Webmail falls into two categories: (1) a web based front end to an e-mail system controlled by the school, the LEA/LA, or E2BN and (2) a publicly available webmail system the best known of which are hotmail and yahoomail but there are others.

Our policy on these is actually very simple although the effects of it may be contentious to some users.

(1) Access to these types of systems is trusted. Currently E2BN offer two web based mail systems which have controlled access (i.e. we know who all the users are and can can access and track their email usage) one from Digitabrain and one from Netmedia. These are both trusted: the E2BNProtex filtering system will not check the pages generated by these systems in any way and the majority of extensions for attachements can be downloaded. E2BN can offer ALL staff in the region free accounts on either of these systems.

Assuming an LEA's webmail system is using a .gov.uk or .sch.uk domain name then these are also trusted by virtue of this domain. If another domain is being used it can also can be added to the trusted lists.

(2) Public webmail systems (hotmail, yahoo) are treated in exactly the same way as other websites.

[For much more detail...]

Profiles

Regional Profiles

Version 1 of the E2BN Protex system has four profiles for use in schools: PRIMARY (8081); MIDDLE (8082); SECONDARY (8083) and STAFF (8084). Version 1 school based systems come with two profiles installed: the relevant school profile on port 8080 and the STAFF profile on port 8084. Two further profiles are used in Libraries accross the region.

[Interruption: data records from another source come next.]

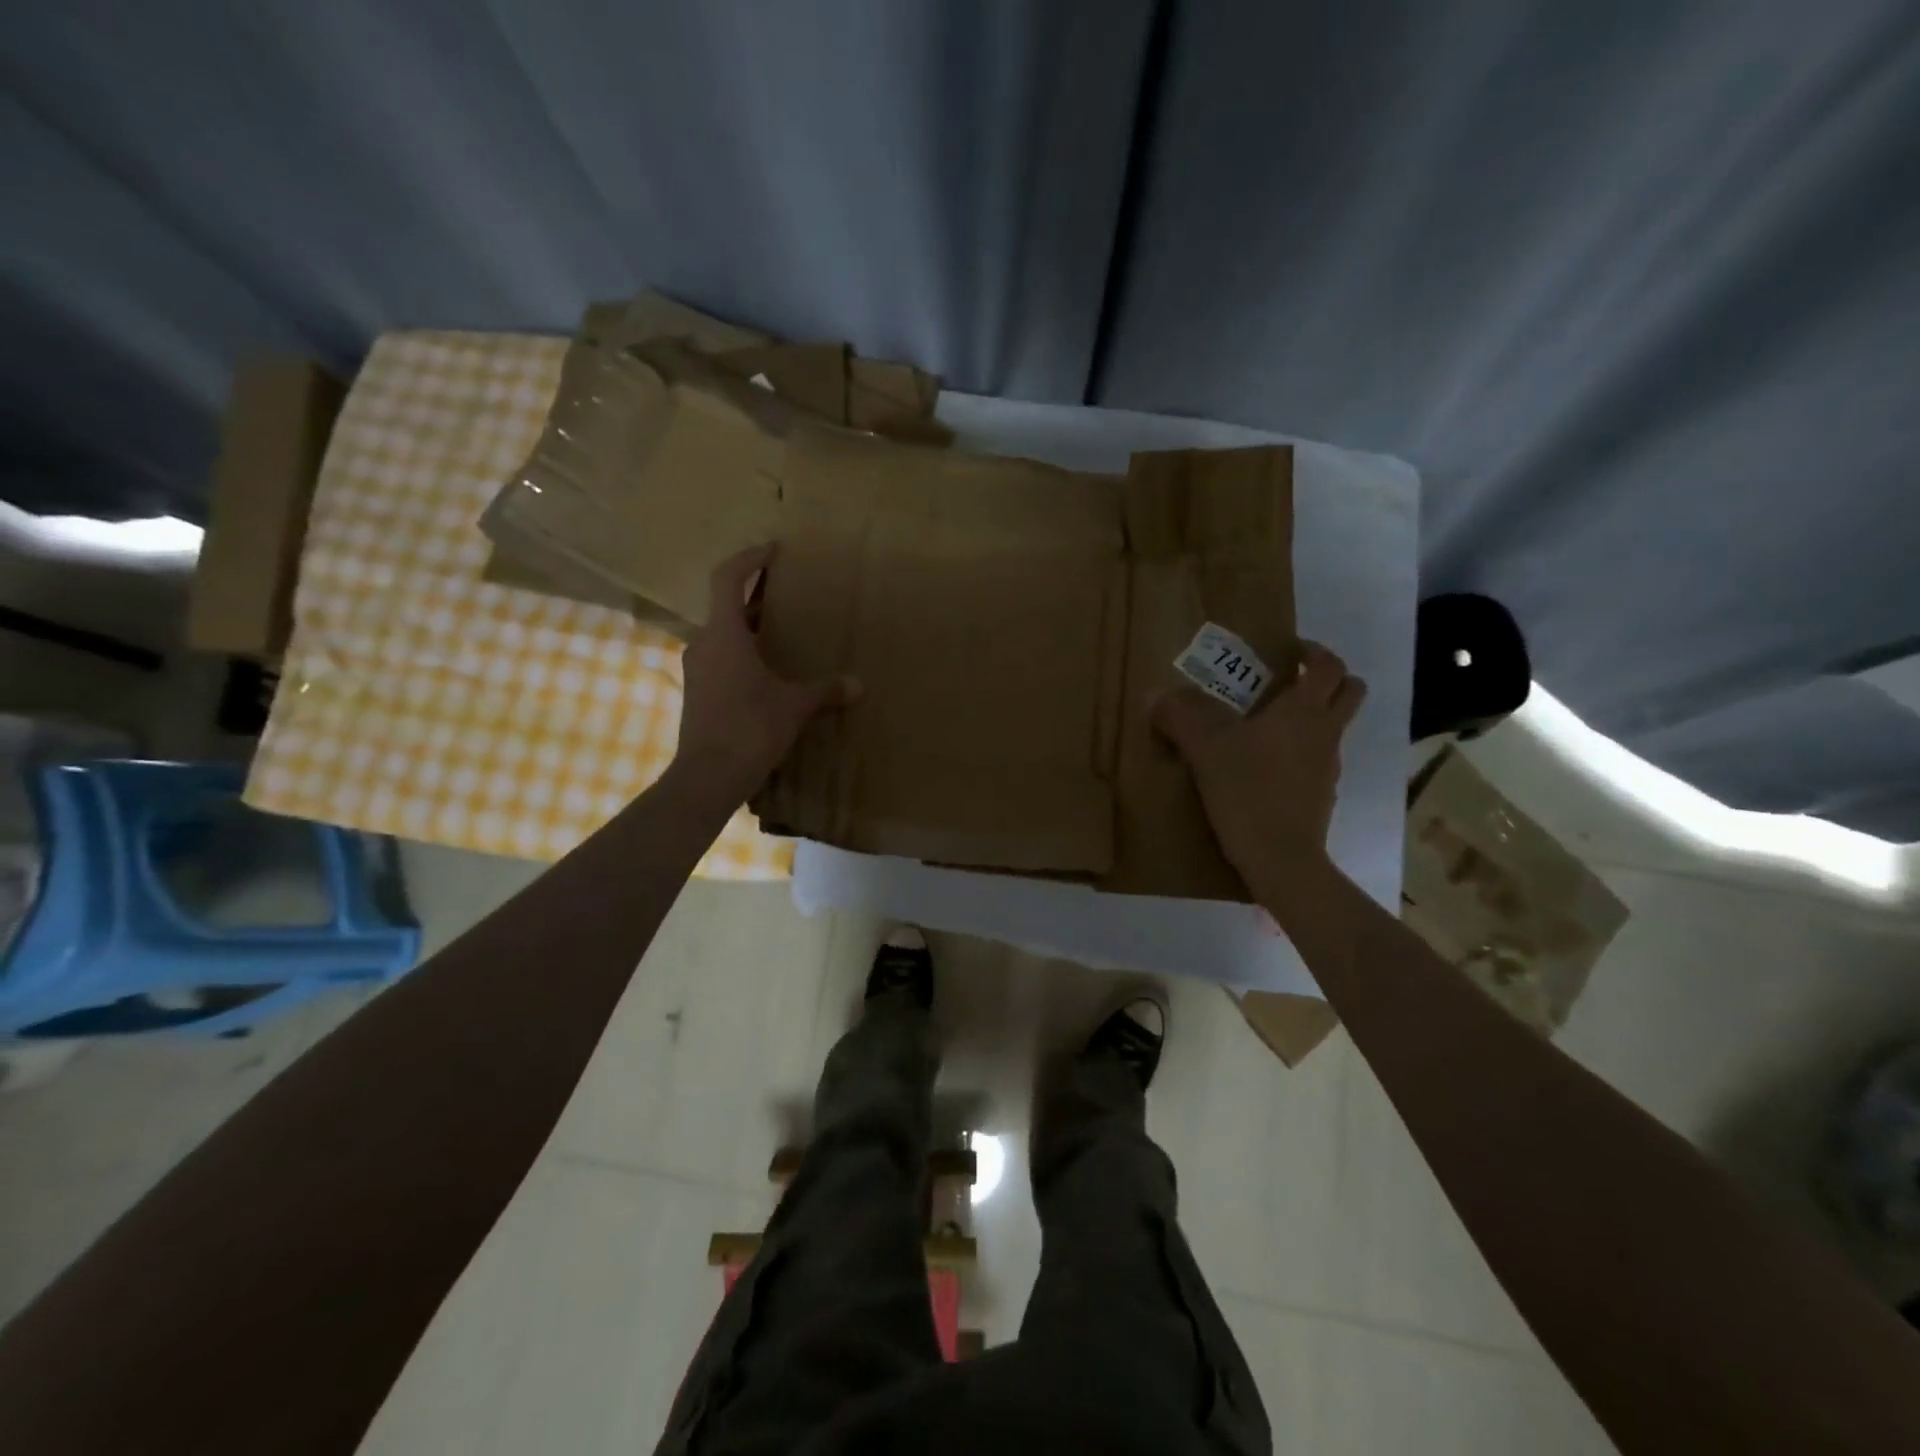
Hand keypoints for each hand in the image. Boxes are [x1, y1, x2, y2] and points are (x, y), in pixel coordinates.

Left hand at [673, 546, 859, 801]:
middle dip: (757, 598)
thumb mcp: (795, 706)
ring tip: (782, 634)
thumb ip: (826, 690)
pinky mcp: (698, 692)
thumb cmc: (751, 729)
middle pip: (727, 607)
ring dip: (750, 629)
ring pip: (724, 635)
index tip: (773, 551)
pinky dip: (743, 654)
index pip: (728, 578)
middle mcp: (704, 644)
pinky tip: (767, 672)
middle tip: (789, 596)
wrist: (708, 776)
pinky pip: (721, 659)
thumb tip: (859, 684)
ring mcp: (697, 669)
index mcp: (725, 635)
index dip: (750, 559)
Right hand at [1151, 641, 1366, 884]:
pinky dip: (1302, 751)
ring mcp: (1329, 765)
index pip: (1329, 666)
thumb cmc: (1247, 790)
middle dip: (1329, 679)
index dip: (1315, 652)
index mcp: (1303, 711)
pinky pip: (1319, 759)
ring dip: (1314, 716)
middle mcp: (1325, 732)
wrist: (1280, 857)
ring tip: (1268, 726)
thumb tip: (1155, 695)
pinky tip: (1266, 766)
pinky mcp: (1323, 794)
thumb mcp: (1205, 750)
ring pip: (1334, 727)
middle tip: (1294, 680)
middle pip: (1350, 691)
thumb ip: (1181, 718)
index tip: (1292, 651)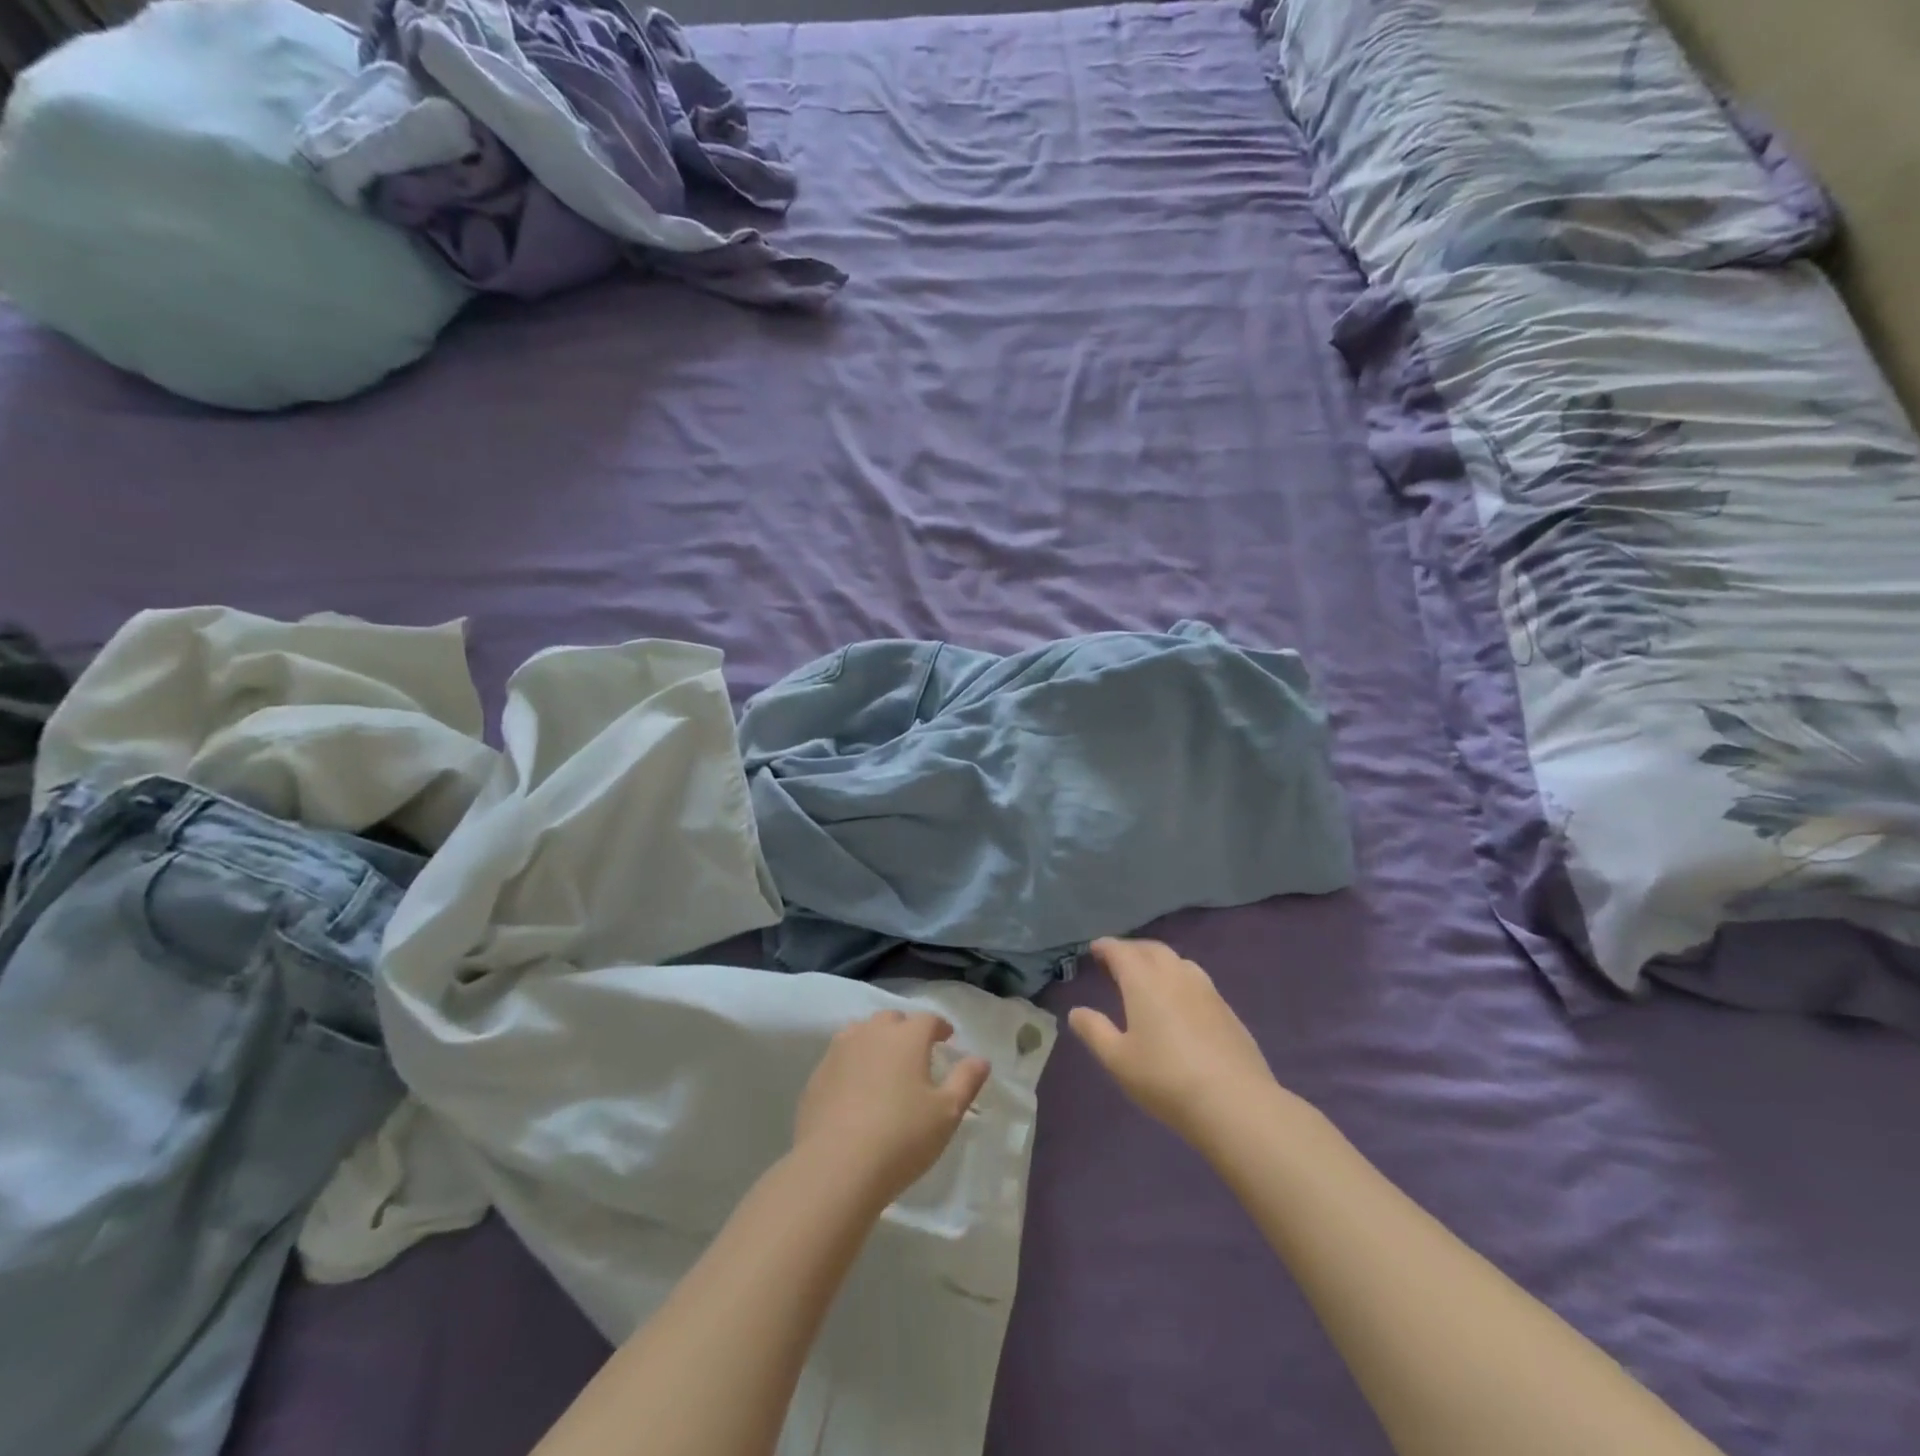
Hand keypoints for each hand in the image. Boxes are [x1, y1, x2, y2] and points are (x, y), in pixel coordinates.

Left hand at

The version of Protex now being installed (version 2) has 13 standard profiles, including one for Sixth Form, and Walled Garden and a Games versions of the three student profiles. Each version 2 system can be configured to use selected profiles on different ports, locations, and different NTLM user groups (if using NTLM AUthentication).

The most obvious difference between the profiles is the naughtinesslimit - this is set very low for the PRIMARY profile giving the most restrictive setting and increases on each of the other profiles as the age of the audience increases.

The second important difference is that the student profiles are much more restrictive on the types of file that can be downloaded. This is described in more detail here # File Extensions (.zip, .doc, .xls, etc.).

Finally the categories (see Protex Categories) of ULRs are slightly different between profiles. For example, while the category porn is blocked for all profiles URLs in the category adult are allowed for staff but blocked to all students.

File Extensions (.zip, .doc, .xls, etc.)

Protex enables the downloading of files from websites to be controlled via their file extension or mime types. The default files are very restrictive: the E2BN Protex implementation has relaxed these rules considerably. In particular we do not restrict any of the well known media types (mp3; mp4; mpeg; avi; rm; etc) on any profile. On the student profiles we do block the download of several files & mime types from sites which are not trusted: in particular .doc & .zip files are blocked. A full list of types taken from a student profile can be found here: banned extention list & banned mime types. Note that lines beginning with the # character are not blocked. In the staff profile a very few extensions are blocked while the rest are not.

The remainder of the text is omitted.